AmazingBouncingFerret · 22/05/2011 21:25

YABU, surely it's her choice how she chooses to announce the birth of her baby. Now if she had posted details of your baby's birth it would be a different matter...

PumpkinSnatch · 22/05/2011 21:26

YABU to be a bit peed off that you found out at the same time as everyone else but I doubt she meant to offend. She probably just thought it would be easier to type the details out once for everyone rather than arrange her family/friends in order of importance and text the most important ones first which would cut dramatically into her newborn snuggling time. Congrats btw.

Polkadott · 22/05/2011 21:26

I would be pissed off too tbh. I wouldn't dare post by brand new baby's details on the internet without telling my close friends and family first! I wouldn't want to, and I wouldn't want to upset them.

She probably didn't think properly when she was doing it though, probably from the excitement?

Congrats on your new niece btw :)

PumpkinSnatch · 22/05/2011 21:26

I meant YANBU!

emmanana · 22/05/2011 21:28

She could have updated her fb from her mobile. She probably thought that DH had passed on all the relevant details, but to be fair to him, he was probably so excited ringing Mums, Aunties etc, he probably forgot what he told to who. She may have been asleep for a lot of today, but lovely that he rang to let you all know, as he was probaly desp to get back to DW and DD

TattyDevine · 22/05/2011 21:28

YABU

You had had the birth announcement phonecall. This was just more info, and its her news to tell however she wishes.

If someone else had come out with it on their news feed, different story but its her facebook page and her baby.

LittleMissFeckedOff · 22/05/2011 21:29

We did hear first, but literally that they were okay and that it was a girl, no other details at all.

I get letting people know as simply as possible, but not all of the people who count are on bloody Facebook. I suppose it's vitally important that some knobber she went to school with and hasn't seen for twenty years knows the details before her close family.
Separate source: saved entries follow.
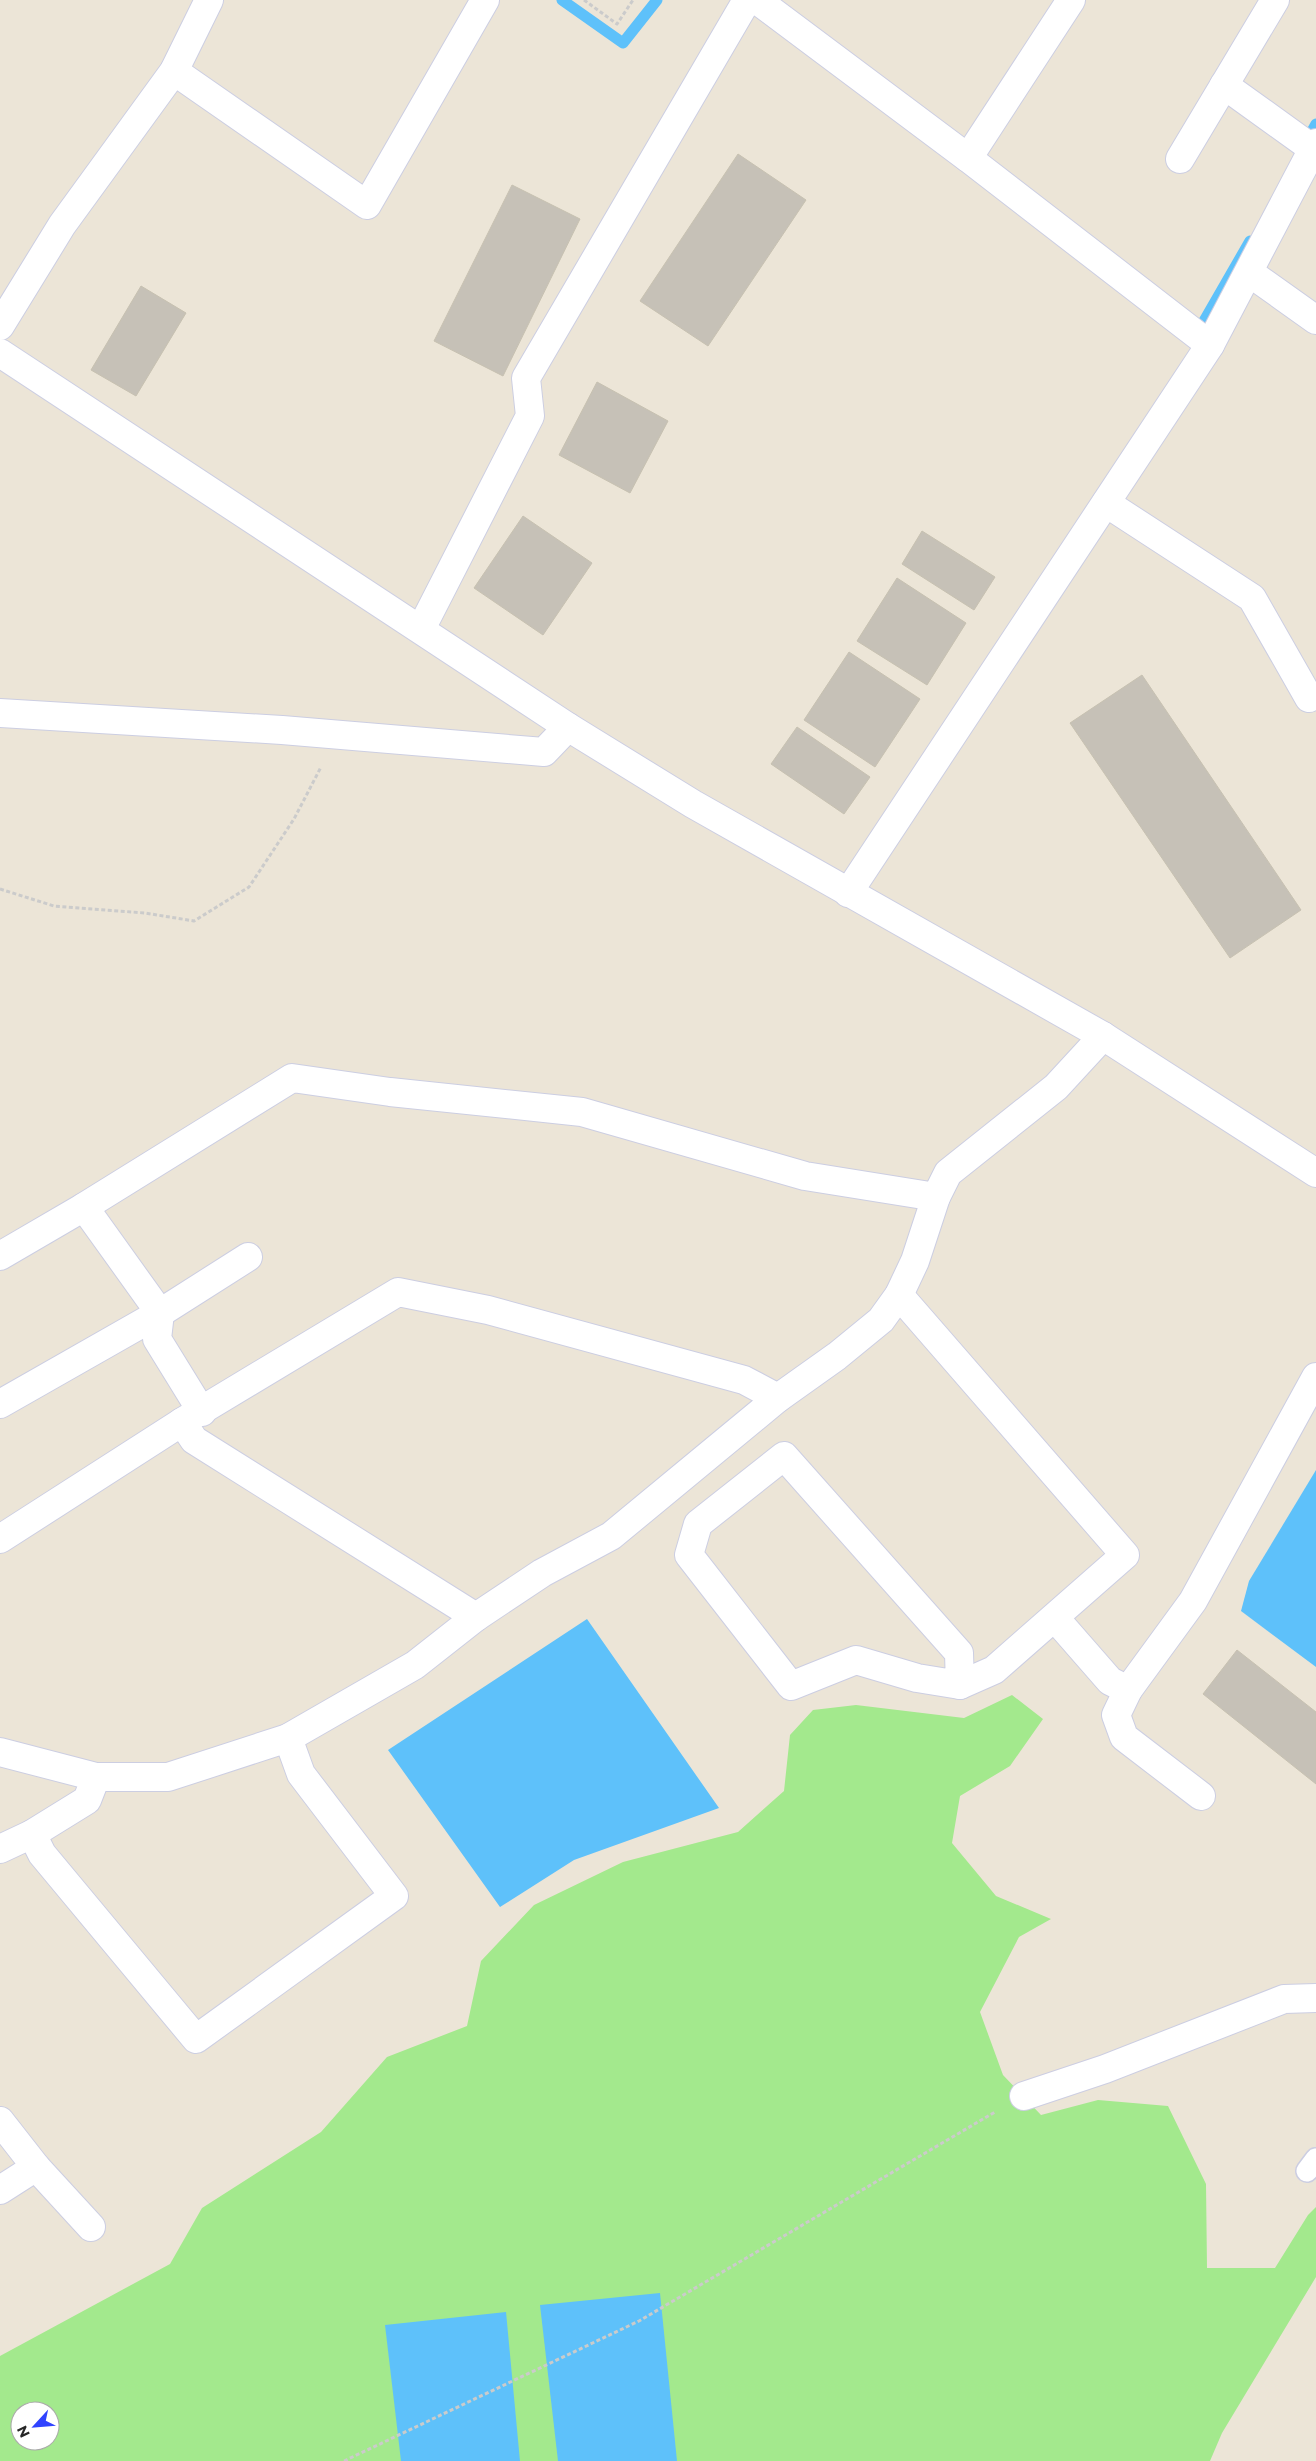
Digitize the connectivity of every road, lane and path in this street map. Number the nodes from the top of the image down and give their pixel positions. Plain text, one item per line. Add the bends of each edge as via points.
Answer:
1 (209, 0) edge
2 (485, 0) edge
3 (584, 0) edge
4 (633, 0) edge
5 (747, 0) edge
6 (757, 0) edge
7 (1071, 0) edge
8 (1275, 0) edge
9 (174, 71) junction
10 (1224, 85) junction
11 (1315, 146) edge
12 (968, 158) junction
13 (1180, 159) dead end
14 (1250, 273) junction
15 (1316, 320) edge
16 (0, 326) edge
17 (1210, 346) junction
18 (0, 352) edge
19 (1106, 503) junction
20 (421, 629) junction
21 (1309, 698) dead end
22 (0, 713) edge
23 (568, 727) junction
24 (338, 735) junction
25 (0, 889) edge
26 (848, 893) junction
27 (1103, 1036) junction
28 (1316, 1173) edge
29 (936, 1197) junction
30 (84, 1207) junction
31 (0, 1255) edge
32 (248, 1257) dead end
33 (900, 1295) junction
34 (160, 1313) junction
35 (1316, 1377) edge
36 (778, 1398) junction
37 (0, 1404) edge
38 (192, 1417) junction
39 (0, 1539) edge
40 (476, 1618) junction
41 (1055, 1618) junction
42 (960, 1685) junction
43 (1128, 1690) junction
44 (288, 1738) junction
45 (0, 1752) edge
46 (96, 1777) junction
47 (1201, 1796) dead end
48 (32, 1834) junction
49 (0, 1849) edge
50 (1316, 1998) edge
51 (1024, 2096) joint
52 (0, 2121) edge
53 (36, 2167) junction
54 (0, 2190) edge
55 (91, 2227) dead end
56 (344, 2461) edge

1 - 9 street
2 - 9 street via 367,205
3 - 4 path via 617,24
5 - 20 street via 526,378 530,416
6 - 12 street
7 - 12 street
8 - 10 street
9 - 16 street via 62,225
10 - 11 street
10 - 13 street
11 - 14 street
12 - 17 street
14 - 15 street
14 - 17 street
17 - 19 street
18 - 20 street
19 - 21 street via 1252,598
19 - 26 street
20 - 23 street
22 - 24 street
23 - 24 street via 544,752
23 - 26 street
24 - 25 path via 294,819 249,887 194,920 54,906
26 - 27 street
27 - 28 street
27 - 29 street via 1056,1088 948,1172
29 - 30 street via 805,1176 582,1112 292,1078
29 - 33 street via 916,1260
30 - 31 street
30 - 34 street
32 - 34 street
33 - 36 street via 881,1320
33 - 41 street via 1125,1555
34 - 37 street
34 - 38 street via 156,1339
35 - 43 street via 1193,1601
36 - 38 street via 744,1380 488,1310 398,1292
36 - 40 street via 611,1536 542,1573
38 - 39 street
38 - 40 street via 194,1440
40 - 44 street via 414,1665
41 - 42 street via 994,1670
41 - 43 street via 1110,1681
42 - 42 street via 917,1678 856,1660 791,1686 689,1555 698,1524 784,1456 959,1653
43 - 47 street via 1116,1715 1124,1737
44 - 46 street via 168,1777
44 - 48 street via 301,1774 394,1896 196,2039 42,1854
45 - 46 street
46 - 48 street via 87,1800
48 - 49 street
50 - 51 street via 1284,1999 1105,2069
51 - 56 path via 639,2321
52 - 53 street
53 - 54 street
53 - 55 street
I know what it's like when you've just had a baby and could understand her not contacting ANYONE, but having to update Facebook :(

OP posts:
usualsuspect · 22/05/2011 21:29

YABU

Her dp rang you so I can't see a problem

Cat98 · 22/05/2011 21:29

Sorry, I think yabu. Please don't get offended or upset about the actions of people who have just had a baby. They are probably knackered, emotionally drained and just trying to do whatever it takes to get through. They really don't need their family or friends getting offended over little things. Please don't take it personally.

ginhag · 22/05/2011 21:31

Her husband rang you? My sister had to put up with the group text we sent to announce the birth of both ds1 and ds2. And we are really close, I love her to bits.

I don't think that a fb update is much different from sending a group text is it? It's just letting everyone know really. Whether people think fb is the devil isn't really the point...

thefirstMrsDeVere · 22/05/2011 21:31

YAabitU. But I get it.

A friend of mine announced that I had my baby on FB before I had time to tell everyone. Luckily I had managed to tell my family first Hmm

Unlike her to be so insensitive so I suppose I have to agree with the poster who said it was the 'modern way' now and acceptable.

DuelingFanjo · 22/05/2011 21:32

yabu really. They told you pretty early.

LittleMissFeckedOff · 22/05/2011 21:32

I am really close to my sister :( Her DH rang at 9am-ish, sounded completely knackered and freaked out (first baby) and said he was really sorry but had to rush, so I didn't get the other details. Two hours later she (and he!) updated their Facebook accounts.

However, a lot of you are right. It's really none of my business how they chose to inform people.

OP posts:
ginhag · 22/05/2011 21:34

Just saw your recent post... I imagine she knew that any 'people who matter' that were not on fb would get the news from those who were... That is how these things work isn't it? Also, you were on fb so she, umm, was actually telling you the details. As well as the phone call. Sorry but I think YABU.